Writing in March I posed the question: would a turkey vote for Christmas or Thanksgiving? I don’t think so and therefore it is hardly surprising that so many of our politicians of all party persuasions are dead set against AV (the Alternative Voting System). After all many of them are in seats which the present first-past-the-post system preserves but which under the AV system would probably mean a different result and a loss of seat for them.
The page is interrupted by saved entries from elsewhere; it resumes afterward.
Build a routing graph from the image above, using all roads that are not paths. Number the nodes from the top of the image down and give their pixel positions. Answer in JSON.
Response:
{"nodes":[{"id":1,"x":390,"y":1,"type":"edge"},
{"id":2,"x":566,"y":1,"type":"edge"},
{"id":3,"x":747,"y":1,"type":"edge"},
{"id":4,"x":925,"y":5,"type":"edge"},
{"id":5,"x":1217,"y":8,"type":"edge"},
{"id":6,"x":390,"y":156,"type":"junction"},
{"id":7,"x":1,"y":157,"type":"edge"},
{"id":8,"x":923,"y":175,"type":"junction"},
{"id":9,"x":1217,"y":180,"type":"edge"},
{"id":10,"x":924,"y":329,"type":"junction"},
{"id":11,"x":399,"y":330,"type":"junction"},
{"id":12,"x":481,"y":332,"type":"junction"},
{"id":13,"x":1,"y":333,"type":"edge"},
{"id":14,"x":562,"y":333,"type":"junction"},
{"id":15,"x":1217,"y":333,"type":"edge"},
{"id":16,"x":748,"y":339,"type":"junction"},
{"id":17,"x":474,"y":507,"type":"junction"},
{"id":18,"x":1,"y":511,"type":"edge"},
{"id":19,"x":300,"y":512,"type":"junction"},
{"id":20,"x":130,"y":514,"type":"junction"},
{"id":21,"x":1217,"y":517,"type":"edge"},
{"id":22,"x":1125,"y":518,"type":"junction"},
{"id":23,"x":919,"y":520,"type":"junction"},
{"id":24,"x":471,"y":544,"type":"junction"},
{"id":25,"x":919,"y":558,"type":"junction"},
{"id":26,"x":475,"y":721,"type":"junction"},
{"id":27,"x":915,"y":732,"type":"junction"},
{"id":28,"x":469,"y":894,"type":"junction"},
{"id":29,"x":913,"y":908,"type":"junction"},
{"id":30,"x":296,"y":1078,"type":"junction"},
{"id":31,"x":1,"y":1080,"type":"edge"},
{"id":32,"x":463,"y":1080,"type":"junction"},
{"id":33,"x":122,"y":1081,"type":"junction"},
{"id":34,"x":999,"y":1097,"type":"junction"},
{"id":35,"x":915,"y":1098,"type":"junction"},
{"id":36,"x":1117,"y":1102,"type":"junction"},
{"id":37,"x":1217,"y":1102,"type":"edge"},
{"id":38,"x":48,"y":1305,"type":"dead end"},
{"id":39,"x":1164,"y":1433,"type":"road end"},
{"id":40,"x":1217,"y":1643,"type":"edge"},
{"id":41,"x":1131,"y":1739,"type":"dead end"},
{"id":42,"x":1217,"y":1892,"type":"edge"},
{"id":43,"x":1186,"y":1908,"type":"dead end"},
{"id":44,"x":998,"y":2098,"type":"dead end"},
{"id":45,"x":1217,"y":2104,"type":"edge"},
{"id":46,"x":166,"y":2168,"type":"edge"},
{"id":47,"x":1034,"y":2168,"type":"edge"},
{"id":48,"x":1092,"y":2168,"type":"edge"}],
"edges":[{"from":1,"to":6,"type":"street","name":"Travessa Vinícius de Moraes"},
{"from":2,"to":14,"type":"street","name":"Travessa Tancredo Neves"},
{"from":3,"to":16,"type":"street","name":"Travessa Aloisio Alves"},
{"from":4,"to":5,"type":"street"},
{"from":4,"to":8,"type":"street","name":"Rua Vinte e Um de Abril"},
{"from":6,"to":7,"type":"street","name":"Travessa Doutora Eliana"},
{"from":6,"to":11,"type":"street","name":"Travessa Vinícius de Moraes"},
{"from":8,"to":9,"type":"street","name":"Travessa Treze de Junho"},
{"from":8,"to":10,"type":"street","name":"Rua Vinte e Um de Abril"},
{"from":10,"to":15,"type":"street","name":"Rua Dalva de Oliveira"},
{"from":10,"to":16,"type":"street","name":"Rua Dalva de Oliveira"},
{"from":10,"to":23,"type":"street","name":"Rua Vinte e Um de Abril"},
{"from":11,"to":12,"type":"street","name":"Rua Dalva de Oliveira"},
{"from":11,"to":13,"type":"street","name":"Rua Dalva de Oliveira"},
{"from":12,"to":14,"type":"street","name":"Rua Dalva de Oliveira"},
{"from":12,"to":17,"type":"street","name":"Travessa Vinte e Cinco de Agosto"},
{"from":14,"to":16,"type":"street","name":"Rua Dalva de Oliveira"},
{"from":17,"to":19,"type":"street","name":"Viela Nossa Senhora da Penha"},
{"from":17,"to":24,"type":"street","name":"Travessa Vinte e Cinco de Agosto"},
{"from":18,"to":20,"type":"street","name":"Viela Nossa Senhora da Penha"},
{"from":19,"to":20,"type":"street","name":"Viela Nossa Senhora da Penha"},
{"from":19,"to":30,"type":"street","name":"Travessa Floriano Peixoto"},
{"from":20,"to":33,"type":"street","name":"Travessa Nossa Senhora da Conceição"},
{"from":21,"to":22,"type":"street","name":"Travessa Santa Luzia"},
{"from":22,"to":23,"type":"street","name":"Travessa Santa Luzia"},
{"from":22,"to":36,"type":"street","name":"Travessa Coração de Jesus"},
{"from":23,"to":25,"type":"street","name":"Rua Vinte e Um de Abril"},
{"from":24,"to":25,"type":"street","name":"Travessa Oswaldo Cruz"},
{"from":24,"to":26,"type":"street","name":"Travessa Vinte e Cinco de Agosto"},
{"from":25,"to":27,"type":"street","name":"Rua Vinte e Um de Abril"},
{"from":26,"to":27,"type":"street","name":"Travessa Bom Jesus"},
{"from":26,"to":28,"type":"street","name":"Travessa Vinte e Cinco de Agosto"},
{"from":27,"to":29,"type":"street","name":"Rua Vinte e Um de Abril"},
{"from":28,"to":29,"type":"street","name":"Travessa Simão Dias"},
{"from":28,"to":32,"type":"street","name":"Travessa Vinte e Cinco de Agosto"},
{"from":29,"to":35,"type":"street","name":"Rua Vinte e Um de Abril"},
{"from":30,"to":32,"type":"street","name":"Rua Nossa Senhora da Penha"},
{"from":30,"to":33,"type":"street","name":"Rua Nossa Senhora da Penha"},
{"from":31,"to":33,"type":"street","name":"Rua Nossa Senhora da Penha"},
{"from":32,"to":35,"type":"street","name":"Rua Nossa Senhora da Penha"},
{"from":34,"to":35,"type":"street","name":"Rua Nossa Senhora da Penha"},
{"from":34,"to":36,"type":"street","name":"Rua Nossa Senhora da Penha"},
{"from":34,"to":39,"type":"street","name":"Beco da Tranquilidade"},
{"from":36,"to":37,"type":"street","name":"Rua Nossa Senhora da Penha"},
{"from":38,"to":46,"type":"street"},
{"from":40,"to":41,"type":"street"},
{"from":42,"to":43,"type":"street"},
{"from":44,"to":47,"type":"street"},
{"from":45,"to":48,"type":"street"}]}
For years now we have been run by political parties which have a majority in the House of Commons but which don’t have a majority of the votes cast. Under the new system a candidate will need 50% of the total vote to win the seat. If no candidate succeeds then the second preference votes will be allocated from the least successful candidates until one of the candidates has obtained the necessary 50%. Whilst this system is not ideal it is a far fairer way of electing members of Parliament and could be the starting point for the introduction of a proper system of proportional representation. But if AV is defeated it will be many years, I suspect, before we have the opportunity to change to a more democratic electoral system.
The turnout at General Elections has often been pathetic with many people opting not to vote. One of the reasons for this could be that in many constituencies there seems little point in voting. One or other of the parties has such a stranglehold that it is impossible to unseat them. With the AV system there would be a good chance that predictable safe seats would no longer be predictably safe. A candidate would have to work to secure the necessary 50% of the vote needed. And that would be good for democracy.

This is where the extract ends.